## The input
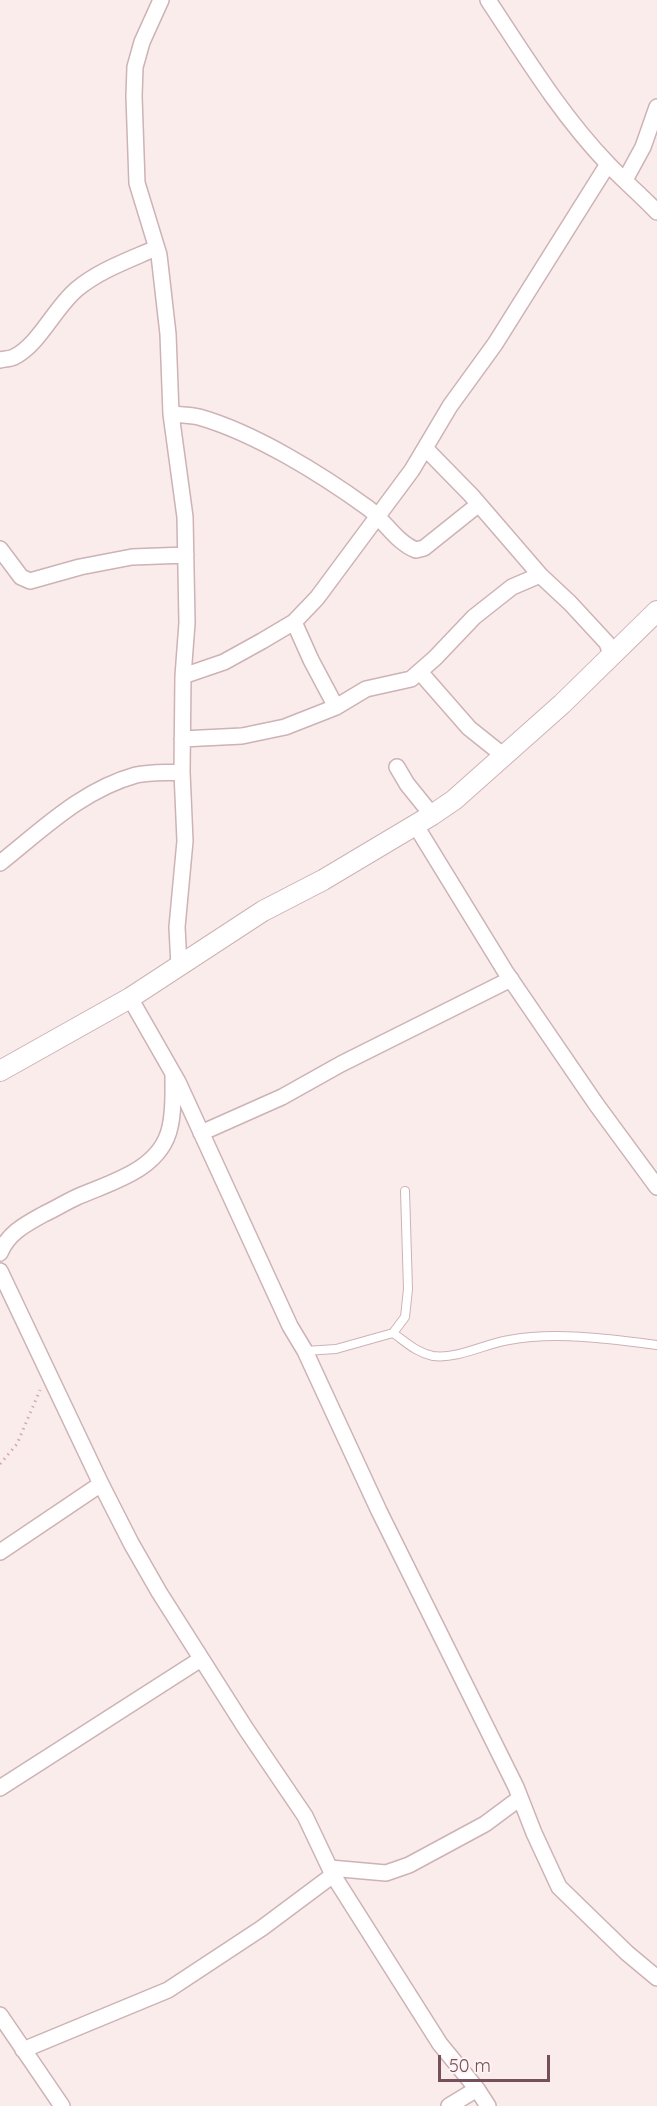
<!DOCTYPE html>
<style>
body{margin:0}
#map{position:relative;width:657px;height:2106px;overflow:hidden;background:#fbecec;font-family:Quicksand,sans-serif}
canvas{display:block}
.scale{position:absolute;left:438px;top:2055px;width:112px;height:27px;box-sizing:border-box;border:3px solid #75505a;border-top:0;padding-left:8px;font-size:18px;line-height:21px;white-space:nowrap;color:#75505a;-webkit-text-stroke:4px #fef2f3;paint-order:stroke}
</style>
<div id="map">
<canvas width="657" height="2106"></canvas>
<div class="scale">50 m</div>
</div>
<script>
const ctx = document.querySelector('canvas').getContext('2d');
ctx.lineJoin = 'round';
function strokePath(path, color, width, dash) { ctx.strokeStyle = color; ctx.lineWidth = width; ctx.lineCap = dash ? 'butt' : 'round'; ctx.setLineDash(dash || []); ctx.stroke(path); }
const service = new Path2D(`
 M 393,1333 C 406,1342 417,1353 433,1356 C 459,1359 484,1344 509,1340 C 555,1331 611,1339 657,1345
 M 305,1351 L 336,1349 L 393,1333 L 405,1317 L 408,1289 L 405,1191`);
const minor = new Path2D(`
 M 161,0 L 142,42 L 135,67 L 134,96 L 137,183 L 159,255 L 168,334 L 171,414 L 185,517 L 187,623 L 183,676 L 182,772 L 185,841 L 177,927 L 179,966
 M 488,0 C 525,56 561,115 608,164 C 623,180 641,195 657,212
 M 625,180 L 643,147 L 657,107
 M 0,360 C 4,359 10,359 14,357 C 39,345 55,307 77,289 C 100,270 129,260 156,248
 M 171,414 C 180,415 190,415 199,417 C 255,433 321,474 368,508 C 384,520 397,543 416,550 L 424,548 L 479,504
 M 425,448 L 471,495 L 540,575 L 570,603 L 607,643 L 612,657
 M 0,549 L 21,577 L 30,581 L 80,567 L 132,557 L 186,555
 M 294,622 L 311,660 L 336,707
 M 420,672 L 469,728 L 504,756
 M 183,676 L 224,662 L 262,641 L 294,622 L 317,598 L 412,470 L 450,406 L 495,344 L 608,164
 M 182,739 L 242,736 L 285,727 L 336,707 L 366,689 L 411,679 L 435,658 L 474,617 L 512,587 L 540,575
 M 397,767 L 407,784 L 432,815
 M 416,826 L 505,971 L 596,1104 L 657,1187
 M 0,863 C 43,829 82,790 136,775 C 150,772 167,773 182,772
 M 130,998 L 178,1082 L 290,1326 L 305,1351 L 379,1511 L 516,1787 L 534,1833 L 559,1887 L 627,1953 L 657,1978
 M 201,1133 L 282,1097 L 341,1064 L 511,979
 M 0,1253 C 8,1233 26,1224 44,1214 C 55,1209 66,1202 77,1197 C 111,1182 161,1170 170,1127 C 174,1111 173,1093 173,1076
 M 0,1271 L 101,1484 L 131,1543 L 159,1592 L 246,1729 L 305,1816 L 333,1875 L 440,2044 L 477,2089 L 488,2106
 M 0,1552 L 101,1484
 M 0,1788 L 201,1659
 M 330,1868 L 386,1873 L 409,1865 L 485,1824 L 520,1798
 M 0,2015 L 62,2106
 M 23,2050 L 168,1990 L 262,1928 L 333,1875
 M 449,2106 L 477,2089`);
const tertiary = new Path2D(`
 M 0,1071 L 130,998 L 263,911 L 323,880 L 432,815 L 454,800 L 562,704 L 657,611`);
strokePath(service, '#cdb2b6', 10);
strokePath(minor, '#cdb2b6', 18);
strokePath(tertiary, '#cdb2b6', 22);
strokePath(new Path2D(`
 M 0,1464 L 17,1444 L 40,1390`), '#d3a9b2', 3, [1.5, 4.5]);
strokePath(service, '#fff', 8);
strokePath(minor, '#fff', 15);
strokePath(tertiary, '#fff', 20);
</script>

...

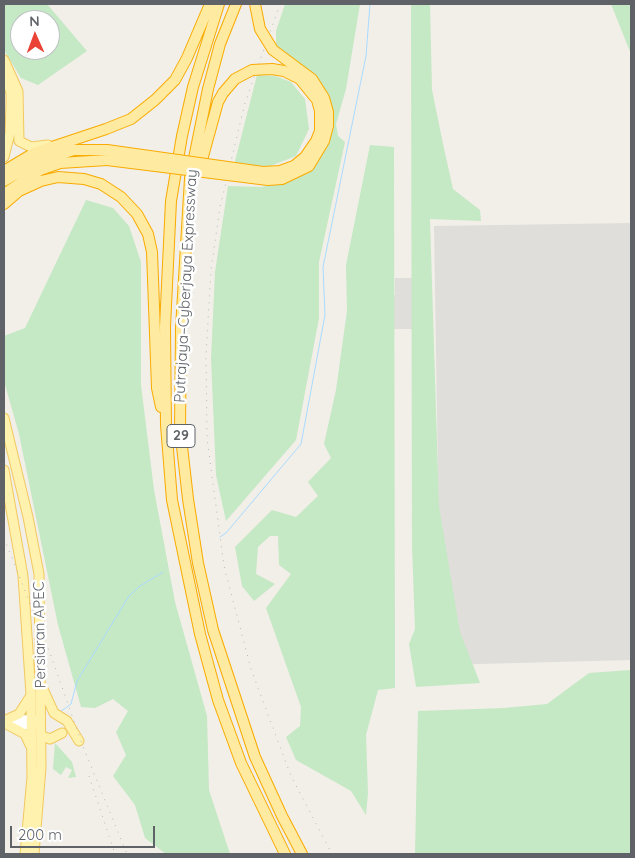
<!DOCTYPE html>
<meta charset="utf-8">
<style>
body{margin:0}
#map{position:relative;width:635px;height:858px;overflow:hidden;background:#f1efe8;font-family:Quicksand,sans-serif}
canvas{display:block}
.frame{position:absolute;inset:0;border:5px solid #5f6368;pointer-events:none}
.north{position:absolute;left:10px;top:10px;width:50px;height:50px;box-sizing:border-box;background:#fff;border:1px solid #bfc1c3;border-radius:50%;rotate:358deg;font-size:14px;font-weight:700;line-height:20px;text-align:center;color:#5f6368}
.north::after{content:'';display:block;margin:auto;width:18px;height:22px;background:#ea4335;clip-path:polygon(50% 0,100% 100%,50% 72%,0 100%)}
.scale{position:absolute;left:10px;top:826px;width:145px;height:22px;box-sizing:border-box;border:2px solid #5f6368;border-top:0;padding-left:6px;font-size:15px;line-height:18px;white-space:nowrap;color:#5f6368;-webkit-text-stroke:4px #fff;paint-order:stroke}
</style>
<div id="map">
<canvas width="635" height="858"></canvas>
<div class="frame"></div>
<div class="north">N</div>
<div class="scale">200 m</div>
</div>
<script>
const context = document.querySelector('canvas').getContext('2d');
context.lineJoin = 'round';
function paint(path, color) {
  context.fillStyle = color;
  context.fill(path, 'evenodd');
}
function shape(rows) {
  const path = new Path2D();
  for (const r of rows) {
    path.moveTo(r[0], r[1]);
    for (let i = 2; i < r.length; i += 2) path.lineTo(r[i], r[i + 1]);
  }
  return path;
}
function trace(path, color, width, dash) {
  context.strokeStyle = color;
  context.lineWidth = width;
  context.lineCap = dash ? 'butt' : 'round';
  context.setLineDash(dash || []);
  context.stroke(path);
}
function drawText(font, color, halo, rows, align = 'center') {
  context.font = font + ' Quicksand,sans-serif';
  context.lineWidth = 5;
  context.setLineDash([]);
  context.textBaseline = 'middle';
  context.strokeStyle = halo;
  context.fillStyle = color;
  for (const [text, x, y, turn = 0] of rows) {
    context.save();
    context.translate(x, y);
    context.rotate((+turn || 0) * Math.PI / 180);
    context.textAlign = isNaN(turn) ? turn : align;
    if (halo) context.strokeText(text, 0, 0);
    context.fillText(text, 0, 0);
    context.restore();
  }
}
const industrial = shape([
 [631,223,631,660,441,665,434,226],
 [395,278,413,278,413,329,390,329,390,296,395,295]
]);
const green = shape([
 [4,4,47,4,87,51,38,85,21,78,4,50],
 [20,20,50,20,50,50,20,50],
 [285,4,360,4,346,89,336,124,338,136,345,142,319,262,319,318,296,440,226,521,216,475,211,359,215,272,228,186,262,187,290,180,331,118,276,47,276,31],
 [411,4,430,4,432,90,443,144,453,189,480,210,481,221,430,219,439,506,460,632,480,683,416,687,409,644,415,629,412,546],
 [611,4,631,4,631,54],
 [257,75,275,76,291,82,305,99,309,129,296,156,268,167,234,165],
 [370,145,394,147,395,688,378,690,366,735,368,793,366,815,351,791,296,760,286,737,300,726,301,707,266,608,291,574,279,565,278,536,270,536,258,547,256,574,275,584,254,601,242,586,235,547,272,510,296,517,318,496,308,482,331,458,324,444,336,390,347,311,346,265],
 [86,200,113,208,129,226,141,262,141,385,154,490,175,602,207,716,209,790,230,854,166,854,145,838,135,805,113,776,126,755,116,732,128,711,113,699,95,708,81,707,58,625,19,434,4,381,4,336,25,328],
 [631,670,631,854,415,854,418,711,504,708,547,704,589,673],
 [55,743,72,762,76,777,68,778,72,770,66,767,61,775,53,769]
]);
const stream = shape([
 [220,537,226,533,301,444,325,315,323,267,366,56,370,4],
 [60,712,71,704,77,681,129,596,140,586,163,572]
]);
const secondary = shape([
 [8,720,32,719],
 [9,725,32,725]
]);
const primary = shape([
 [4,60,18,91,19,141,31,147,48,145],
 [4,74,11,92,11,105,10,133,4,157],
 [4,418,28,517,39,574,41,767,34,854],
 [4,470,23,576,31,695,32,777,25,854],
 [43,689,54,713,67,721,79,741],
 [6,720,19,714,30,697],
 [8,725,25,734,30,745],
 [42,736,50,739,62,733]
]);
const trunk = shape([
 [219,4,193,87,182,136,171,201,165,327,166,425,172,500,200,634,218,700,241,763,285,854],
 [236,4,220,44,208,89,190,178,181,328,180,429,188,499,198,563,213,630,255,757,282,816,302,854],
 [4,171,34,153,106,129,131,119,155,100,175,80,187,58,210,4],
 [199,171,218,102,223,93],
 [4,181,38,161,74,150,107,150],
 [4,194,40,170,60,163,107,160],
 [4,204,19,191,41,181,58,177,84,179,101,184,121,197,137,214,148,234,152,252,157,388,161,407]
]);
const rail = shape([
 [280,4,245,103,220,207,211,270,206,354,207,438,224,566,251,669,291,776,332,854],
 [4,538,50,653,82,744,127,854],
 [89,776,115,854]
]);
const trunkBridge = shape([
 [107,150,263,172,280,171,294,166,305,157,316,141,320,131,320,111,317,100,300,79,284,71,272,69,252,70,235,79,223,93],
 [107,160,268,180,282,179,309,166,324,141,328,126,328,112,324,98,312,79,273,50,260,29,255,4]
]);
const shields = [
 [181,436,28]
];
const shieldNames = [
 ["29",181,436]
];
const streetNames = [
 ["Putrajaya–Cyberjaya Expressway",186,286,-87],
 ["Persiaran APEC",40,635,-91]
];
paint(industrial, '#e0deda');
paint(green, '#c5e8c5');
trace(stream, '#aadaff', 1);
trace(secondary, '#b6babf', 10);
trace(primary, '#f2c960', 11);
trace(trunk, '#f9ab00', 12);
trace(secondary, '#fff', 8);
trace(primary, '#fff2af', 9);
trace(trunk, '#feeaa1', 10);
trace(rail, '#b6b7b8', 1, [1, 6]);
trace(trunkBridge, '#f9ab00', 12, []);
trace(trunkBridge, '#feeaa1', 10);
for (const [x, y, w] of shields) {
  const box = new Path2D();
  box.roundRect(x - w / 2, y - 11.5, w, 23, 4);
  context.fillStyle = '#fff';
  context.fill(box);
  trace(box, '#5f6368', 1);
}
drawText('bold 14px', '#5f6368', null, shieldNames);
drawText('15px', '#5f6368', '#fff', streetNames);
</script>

## Exercise objective
Copy every line of the entries above in which "halo" occurs.

## Response below
function drawText(font, color, halo, rows, align = 'center') {
  context.strokeStyle = halo;
    if (halo) context.strokeText(text, 0, 0);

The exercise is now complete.